** Data listing follows **
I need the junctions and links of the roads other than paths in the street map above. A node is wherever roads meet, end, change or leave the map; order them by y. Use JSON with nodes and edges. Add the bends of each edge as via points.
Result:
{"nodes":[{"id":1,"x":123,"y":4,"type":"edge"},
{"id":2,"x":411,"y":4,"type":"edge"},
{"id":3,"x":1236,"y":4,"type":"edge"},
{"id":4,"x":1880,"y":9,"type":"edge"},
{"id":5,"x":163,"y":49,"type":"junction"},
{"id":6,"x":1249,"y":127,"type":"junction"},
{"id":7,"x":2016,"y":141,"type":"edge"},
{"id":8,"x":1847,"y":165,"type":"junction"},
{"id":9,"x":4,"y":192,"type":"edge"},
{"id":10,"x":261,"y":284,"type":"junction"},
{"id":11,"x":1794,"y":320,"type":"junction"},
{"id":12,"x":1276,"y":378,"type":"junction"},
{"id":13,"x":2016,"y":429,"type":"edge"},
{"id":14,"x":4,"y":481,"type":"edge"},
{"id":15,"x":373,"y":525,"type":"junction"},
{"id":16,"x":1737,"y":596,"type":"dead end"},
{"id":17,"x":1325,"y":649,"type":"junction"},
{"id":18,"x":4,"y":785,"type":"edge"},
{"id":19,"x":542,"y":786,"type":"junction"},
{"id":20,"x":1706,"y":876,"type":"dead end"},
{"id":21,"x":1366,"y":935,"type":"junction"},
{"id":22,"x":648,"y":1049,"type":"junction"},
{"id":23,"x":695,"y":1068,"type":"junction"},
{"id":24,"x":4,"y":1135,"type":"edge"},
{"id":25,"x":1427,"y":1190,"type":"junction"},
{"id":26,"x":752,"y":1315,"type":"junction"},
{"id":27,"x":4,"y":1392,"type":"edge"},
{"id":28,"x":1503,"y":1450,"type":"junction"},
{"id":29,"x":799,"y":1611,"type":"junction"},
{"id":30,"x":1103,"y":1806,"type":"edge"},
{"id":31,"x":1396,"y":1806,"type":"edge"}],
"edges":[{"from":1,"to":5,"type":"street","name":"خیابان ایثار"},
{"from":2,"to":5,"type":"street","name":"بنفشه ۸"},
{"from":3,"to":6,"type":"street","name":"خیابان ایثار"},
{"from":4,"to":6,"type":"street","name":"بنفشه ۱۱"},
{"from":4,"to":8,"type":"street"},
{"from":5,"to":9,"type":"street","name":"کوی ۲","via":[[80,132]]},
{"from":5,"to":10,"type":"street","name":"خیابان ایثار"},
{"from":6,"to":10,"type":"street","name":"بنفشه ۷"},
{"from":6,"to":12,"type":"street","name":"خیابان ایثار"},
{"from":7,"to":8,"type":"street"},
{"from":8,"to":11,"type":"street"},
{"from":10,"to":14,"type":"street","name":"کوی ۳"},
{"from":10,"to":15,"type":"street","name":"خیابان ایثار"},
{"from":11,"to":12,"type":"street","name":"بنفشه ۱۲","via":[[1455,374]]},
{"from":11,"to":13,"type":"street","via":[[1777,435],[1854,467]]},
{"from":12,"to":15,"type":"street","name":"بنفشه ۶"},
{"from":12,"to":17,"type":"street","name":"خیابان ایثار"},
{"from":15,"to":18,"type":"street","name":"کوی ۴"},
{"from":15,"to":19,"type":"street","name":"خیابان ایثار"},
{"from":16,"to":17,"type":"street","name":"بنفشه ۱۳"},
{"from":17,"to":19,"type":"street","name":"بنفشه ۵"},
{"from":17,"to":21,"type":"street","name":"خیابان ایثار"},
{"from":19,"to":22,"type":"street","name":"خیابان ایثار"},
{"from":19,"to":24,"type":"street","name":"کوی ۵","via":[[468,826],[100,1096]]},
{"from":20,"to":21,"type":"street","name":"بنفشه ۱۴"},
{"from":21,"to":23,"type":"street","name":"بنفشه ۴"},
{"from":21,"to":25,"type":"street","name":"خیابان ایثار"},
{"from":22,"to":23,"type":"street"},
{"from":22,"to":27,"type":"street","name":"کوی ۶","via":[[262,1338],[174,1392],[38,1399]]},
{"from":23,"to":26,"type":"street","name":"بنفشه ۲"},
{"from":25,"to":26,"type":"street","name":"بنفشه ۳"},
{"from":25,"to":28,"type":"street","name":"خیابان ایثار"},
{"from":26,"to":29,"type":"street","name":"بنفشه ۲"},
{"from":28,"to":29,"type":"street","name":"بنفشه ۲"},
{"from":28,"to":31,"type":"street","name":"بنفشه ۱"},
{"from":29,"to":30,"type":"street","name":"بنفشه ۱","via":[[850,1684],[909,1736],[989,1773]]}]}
** End of Data listing **
Return the number of lines in the data above that include the word "خیابان", and nothing else.

Response area. 11